PROVIDED RECORDS
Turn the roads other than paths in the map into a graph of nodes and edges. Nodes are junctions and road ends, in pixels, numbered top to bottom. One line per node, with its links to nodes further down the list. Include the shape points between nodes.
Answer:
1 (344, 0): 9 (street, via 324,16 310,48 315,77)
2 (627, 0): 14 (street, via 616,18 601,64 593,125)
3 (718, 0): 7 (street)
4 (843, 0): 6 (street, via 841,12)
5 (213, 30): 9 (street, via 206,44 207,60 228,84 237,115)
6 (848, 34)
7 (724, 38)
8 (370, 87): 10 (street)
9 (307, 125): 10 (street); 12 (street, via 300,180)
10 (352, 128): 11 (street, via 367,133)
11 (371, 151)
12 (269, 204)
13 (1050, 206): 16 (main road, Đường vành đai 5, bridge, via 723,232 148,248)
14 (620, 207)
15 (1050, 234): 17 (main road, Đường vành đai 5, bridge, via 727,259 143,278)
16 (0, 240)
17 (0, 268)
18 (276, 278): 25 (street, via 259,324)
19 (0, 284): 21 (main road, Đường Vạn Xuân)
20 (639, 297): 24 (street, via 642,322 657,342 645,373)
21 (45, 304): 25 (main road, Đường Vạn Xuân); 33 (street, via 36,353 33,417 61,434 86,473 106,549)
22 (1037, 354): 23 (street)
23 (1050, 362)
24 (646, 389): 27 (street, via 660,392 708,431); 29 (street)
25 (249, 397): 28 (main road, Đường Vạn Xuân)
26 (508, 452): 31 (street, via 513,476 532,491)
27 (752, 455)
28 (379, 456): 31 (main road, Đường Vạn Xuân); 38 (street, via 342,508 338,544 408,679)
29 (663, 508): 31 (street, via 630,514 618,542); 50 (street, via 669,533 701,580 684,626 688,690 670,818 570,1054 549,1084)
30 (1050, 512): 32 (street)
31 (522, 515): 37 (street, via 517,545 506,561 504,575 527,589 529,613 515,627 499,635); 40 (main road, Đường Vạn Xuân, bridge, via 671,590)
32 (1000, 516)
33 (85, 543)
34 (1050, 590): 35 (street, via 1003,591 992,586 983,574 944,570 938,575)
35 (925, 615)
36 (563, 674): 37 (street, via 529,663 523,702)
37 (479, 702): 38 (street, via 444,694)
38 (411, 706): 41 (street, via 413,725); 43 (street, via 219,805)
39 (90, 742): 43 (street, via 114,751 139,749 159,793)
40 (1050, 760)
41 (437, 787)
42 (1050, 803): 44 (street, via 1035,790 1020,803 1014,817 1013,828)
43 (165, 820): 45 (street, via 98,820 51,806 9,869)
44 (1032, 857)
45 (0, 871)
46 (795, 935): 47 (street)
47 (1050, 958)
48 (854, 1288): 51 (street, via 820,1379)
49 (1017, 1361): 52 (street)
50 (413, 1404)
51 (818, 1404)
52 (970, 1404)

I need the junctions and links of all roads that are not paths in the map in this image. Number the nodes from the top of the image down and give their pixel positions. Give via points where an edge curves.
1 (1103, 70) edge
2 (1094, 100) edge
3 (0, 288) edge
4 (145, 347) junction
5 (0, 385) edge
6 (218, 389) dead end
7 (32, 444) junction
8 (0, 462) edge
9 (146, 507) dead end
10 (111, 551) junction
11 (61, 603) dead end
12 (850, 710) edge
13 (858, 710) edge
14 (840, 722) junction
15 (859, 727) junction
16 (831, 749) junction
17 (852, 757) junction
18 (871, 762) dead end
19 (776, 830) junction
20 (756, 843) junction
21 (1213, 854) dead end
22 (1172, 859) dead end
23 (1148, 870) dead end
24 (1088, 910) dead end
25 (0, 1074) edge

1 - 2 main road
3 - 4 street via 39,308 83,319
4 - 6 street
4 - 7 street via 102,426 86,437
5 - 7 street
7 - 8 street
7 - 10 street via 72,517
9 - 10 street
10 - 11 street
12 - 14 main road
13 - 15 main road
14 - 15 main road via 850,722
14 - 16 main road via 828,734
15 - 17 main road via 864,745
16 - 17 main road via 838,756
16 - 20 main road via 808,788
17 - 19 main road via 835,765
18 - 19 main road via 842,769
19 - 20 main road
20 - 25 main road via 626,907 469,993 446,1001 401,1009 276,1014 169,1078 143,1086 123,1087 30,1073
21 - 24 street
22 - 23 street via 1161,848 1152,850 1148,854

WORK REQUEST
In the records above, how many lines include "links"? Answer with the number alone.

EXERCISE ANSWER
2